§ Material shown

====

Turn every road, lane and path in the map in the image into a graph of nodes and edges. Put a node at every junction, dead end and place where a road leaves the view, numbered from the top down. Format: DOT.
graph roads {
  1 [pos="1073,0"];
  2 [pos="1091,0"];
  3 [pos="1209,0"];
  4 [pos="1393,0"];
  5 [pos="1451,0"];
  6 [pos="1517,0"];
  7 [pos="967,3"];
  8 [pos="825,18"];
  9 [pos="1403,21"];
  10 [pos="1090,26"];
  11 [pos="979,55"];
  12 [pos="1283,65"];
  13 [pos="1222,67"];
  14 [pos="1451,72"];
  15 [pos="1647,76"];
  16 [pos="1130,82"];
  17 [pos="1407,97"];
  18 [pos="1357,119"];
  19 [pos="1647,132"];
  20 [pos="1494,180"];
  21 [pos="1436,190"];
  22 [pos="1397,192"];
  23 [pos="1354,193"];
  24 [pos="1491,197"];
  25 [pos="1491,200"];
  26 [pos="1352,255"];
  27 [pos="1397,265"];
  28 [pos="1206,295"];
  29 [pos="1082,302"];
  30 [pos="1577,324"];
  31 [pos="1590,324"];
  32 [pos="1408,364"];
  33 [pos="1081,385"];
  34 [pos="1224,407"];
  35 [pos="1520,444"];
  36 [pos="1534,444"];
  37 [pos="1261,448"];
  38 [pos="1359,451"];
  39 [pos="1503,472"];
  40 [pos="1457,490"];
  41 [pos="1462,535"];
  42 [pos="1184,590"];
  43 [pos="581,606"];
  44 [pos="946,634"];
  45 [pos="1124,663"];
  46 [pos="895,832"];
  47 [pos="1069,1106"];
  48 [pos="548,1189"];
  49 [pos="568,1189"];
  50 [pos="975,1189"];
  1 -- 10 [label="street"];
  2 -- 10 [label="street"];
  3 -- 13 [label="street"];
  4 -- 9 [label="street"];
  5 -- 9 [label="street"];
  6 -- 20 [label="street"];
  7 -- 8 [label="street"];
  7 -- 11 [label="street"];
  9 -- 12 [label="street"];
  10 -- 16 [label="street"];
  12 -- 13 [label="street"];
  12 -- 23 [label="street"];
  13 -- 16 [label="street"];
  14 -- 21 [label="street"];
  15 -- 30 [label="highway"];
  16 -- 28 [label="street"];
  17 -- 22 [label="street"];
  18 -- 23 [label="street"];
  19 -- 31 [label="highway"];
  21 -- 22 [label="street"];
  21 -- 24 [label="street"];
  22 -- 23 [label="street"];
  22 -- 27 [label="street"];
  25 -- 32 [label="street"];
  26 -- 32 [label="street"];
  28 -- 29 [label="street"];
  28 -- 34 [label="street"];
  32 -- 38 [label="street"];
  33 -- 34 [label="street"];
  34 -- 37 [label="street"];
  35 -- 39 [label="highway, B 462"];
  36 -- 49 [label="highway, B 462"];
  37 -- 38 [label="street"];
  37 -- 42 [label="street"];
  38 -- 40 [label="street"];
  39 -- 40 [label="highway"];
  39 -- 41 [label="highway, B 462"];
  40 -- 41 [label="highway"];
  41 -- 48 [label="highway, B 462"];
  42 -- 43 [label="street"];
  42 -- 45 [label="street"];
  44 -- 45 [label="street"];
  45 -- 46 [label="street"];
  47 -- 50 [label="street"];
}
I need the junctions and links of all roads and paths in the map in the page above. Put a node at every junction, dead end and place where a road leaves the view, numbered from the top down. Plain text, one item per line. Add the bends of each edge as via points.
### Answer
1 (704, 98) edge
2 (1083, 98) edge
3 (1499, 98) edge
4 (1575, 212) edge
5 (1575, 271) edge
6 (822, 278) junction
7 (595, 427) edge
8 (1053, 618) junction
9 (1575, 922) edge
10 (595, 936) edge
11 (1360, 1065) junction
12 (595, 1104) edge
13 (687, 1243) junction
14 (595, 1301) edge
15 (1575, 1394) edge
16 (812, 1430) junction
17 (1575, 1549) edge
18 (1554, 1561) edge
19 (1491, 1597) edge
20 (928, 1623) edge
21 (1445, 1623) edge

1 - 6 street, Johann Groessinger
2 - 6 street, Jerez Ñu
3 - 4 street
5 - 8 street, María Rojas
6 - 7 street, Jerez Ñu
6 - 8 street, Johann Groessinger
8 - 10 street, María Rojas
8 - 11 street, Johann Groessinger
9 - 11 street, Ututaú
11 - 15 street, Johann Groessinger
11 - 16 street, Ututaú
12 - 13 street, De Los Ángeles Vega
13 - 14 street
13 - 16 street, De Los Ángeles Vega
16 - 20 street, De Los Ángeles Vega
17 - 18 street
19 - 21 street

====

Your response should consist of the whole listing, repeated exactly.

§ Exercise solution
Turn every road, lane and path in the map in the image into a graph of nodes and edges. Put a node at every junction, dead end and place where a road leaves the view, numbered from the top down. Format: DOT.
graph roads {
  1 [pos="1073,0"];
  2 [pos="1091,0"];
  3 [pos="1209,0"];
  4 [pos="1393,0"];
  5 [pos="1451,0"];
  6 [pos="1517,0"];
  7 [pos="967,3"];
  8 [pos="825,18"];
  9 [pos="1403,21"];
  10 [pos="1090,26"];
  11 [pos="979,55"];
  12 [pos="1283,65"];
  13 [pos="1222,67"];
  14 [pos="1451,72"];
  15 [pos="1647,76"];
  16 [pos="1130,82"];
  17 [pos="1407,97"];
  18 [pos="1357,119"];
  19 [pos="1647,132"];
  20 [pos="1494,180"];
  21 [pos="1436,190"];
  22 [pos="1397,192"];
  23 [pos="1354,193"];
  24 [pos="1491,197"];
  25 [pos="1491,200"];
  26 [pos="1352,255"];
  27 [pos="1397,265"];
  28 [pos="1206,295"];
  29 [pos="1082,302"];
  30 [pos="1577,324"];
  31 [pos="1590,324"];
  32 [pos="1408,364"];
  33 [pos="1081,385"];
  34 [pos="1224,407"];
  35 [pos="1520,444"];
  36 [pos="1534,444"];
  37 [pos="1261,448"];
  38 [pos="1359,451"];
  39 [pos="1503,472"];
  40 [pos="1457,490"];
  41 [pos="1462,535"];
  42 [pos="1184,590"];
  43 [pos="581,606"];
  44 [pos="946,634"];
  45 [pos="1124,663"];
  46 [pos="895,832"];
  47 [pos="1069,1106"];
  48 [pos="548,1189"];
  49 [pos="568,1189"];
  50 [pos="975,1189"];
  1 -- 10 [label="street"];
  2 -- 10 [label="street"];
  3 -- 13 [label="street"];
  4 -- 9 [label="street"];
  5 -- 9 [label="street"];
  6 -- 20 [label="street"];
  7 -- 8 [label="street"];
  7 -- 11 [label="street"];
  9 -- 12 [label="street"];
  10 -- 16 [label="street"];
  12 -- 13 [label="street"];
  12 -- 23 [label="street"];
  13 -- 16 [label="street"];
  14 -- 21 [label="street"];
  15 -- 30 [label="highway"];
  16 -- 28 [label="street"];
  17 -- 22 [label="street"];
  18 -- 23 [label="street"];
  19 -- 31 [label="highway"];
  21 -- 22 [label="street"];
  21 -- 24 [label="street"];
  22 -- 23 [label="street"];
  22 -- 27 [label="street"];
  25 -- 32 [label="street"];
  26 -- 32 [label="street"];
  28 -- 29 [label="street"];
  28 -- 34 [label="street"];
  32 -- 38 [label="street"];
  33 -- 34 [label="street"];
  34 -- 37 [label="street"];
  35 -- 39 [label="highway, B 462"];
  36 -- 49 [label="highway, B 462"];
  37 -- 38 [label="street"];
  37 -- 42 [label="street"];
  38 -- 40 [label="street"];
  39 -- 40 [label="highway"];
  39 -- 41 [label="highway, B 462"];
  40 -- 41 [label="highway"];
  41 -- 48 [label="highway, B 462"];
  42 -- 43 [label="street"];
  42 -- 45 [label="street"];
  44 -- 45 [label="street"];
  45 -- 46 [label="street"];
  47 -- 50 [label="street"];
}
I need the junctions and links of all roads and paths in the map in the page above. Put a node at every junction, dead end and place where a road leaves the view, numbered from the top down. Plain text, one item per line. Add the bends of each edge as via points.
### Answer
1 (704, 98) edge
2 (1083, 98) edge
3 (1499, 98) edge
4 (1575, 212) edge
5 (1575, 271) edge
6 (822, 278) junction
7 (595, 427) edge
8 (1053, 618) junction
9 (1575, 922) edge
10 (595, 936) edge
11 (1360, 1065) junction
12 (595, 1104) edge
13 (687, 1243) junction
14 (595, 1301) edge
15 (1575, 1394) edge
16 (812, 1430) junction
17 (1575, 1549) edge
18 (1554, 1561) edge
19 (1491, 1597) edge
20 (928, 1623) edge
21 (1445, 1623) edge

1 - 6 street, Johann Groessinger
2 - 6 street, Jerez Ñu
3 - 4 street
5 - 8 street, María Rojas
6 - 7 street, Jerez Ñu
6 - 8 street, Johann Groessinger
8 - 10 street, María Rojas
8 - 11 street, Johann Groessinger
9 - 11 street, Ututaú
11 - 15 street, Johann Groessinger
11 - 16 street, Ututaú
12 - 13 street, De Los Ángeles Vega
13 - 14 street
13 - 16 street, De Los Ángeles Vega
16 - 20 street, De Los Ángeles Vega
17 - 18 street
19 - 21 street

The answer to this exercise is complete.